The next approach was to analyze data of this type statistically in an attempt to devise a better scoring system (1). The results from such a study proved valuable in answering such questions as 1) the size of sample necessary to obtain significant differences between samples; 2) the significance of small differences in measurements or in scores and 3) the amount of variation that is normal and without significance in comparing varieties.

The following qualifications were considered essential to a workable schedule:

1) The schedule must be easy to use.

2) The schedule must concern itself with objective qualities or characters which can be weighed or measured. It cannot be concerned with flavor and other characters upon which there may be disagreement and which depend upon personal preference.

3) Characters must be avoided which vary with the treatment of the samples themselves such as color of kernels.

4) It must give a score that will separate samples on small differences.

Considering the problem from these angles and scrutinizing the older schedules, a number of ideas came out. First of all, why include the shells? If shells are discarded a number of problems would be solved, such as the cleaning of the nuts and adjustments for shrivelled and empty nuts. Also, why reduce any of the weights or measures to percentages which only add to the complexity of the score? The actual amount of kernels recovered reflects both the size of nuts and the yield of kernels. Plumpness of the kernels is reflected in the total weight of kernels and does not need to be considered separately.

The important elements in a score were considered to be:

1) The crackability of the nuts of the variety. This is measured by the weight of kernels obtained in the first crack.

2) The yield of the variety. This is measured in the total weight of kernels.

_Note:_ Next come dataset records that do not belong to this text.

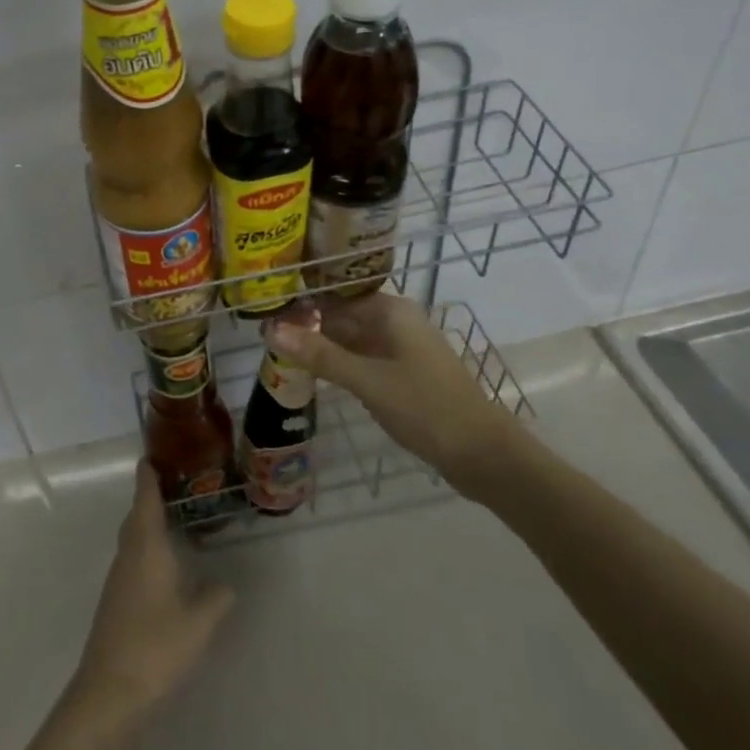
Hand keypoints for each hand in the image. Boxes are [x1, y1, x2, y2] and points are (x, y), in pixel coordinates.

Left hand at [72, 463, 235, 725]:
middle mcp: (128, 555)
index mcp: (146, 546)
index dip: (149, 474)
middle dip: (152, 498)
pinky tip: (166, 569)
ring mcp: (118, 580)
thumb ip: (216, 598)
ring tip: (178, 523)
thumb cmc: (155, 647)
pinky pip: (133, 562)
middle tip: (178, 485)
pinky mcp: (116, 604)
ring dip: (150, 526)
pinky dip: (148, 552)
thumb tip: (226, 584)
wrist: (109, 695)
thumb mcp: (199, 623)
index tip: (155, 454)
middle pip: (136, 515)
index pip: (145, 497)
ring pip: (133, 540)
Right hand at [266, 292, 525, 504]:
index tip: (266, 310)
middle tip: (265, 336)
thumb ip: (320, 355)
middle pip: (343, 315)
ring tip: (279, 353)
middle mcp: (396, 322)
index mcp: (391, 311)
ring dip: (322, 346)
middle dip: (308, 325)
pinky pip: (363, 359)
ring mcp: (402, 349)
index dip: (302, 301)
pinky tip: (315, 375)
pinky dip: (340, 364)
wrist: (484, 455)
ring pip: (352, 339)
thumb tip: (271, 330)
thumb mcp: (368, 381)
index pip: (336, 294)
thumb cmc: (426, 408)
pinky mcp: (404, 374)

3) The marketability of the product. This can be measured by the number of pieces in the sample. In general, the smaller the number and the larger the size of the pieces the better the marketability.

With this general background in mind, many samples were tested and the results published in the 1945 report[1]. In order to secure the data needed the kernels of the individual nuts in the samples were weighed separately.

NOTE: All samples were cracked with the (John W.) Hershey nut cracker.

Some of the conclusions drawn from these tests were as follows:

1) Using kernel weights only gives a rapid and accurate test of differences between varieties.

2) Ten nuts are adequate for a single sample.

3) The location of the tree with reference to climate and soil is probably the most important single factor influencing kernel yield. No evidence was obtained, however, to indicate that the varieties ranked significantly different at different locations.

4) If reasonable care is used in cracking the differences due to different operators tend to be non-significant.

The statistical proof that a ten-nut sample is adequate and that differences between operators are not significant are two findings that are important in setting up a schedule.

During the past year further testing has been done, in which scores were computed from ten-nut samples.[A] The samples had preliminary cool, dry storage to assure comparable moisture content. Enough nuts were cracked in each sample to secure ten that were well filled. Empty nuts were recorded. The following data were kept for each sample:

1) The weight of the kernels recovered in first crack in grams.

2) The total weight of the kernels in grams.

3) The number of quarters and number of halves recovered.

Scores were computed as 1) the weight of the first crack in grams plus 2) half of the total weight of the kernels recovered in grams plus 3) the number of quarters divided by four and, 4) the number of halves divided by two. In this score, it was considered that the crackability of the sample was measured by the weight of the first crack; the yield, by the total weight of kernels secured from the sample; the marketability by the number of quarters and halves. From the use of this schedule scores were secured ranging from 83.9 for the variety Thomas grown in Maryland to 37.4 for the variety Huen, which is a small nut giving relatively small kernel yield.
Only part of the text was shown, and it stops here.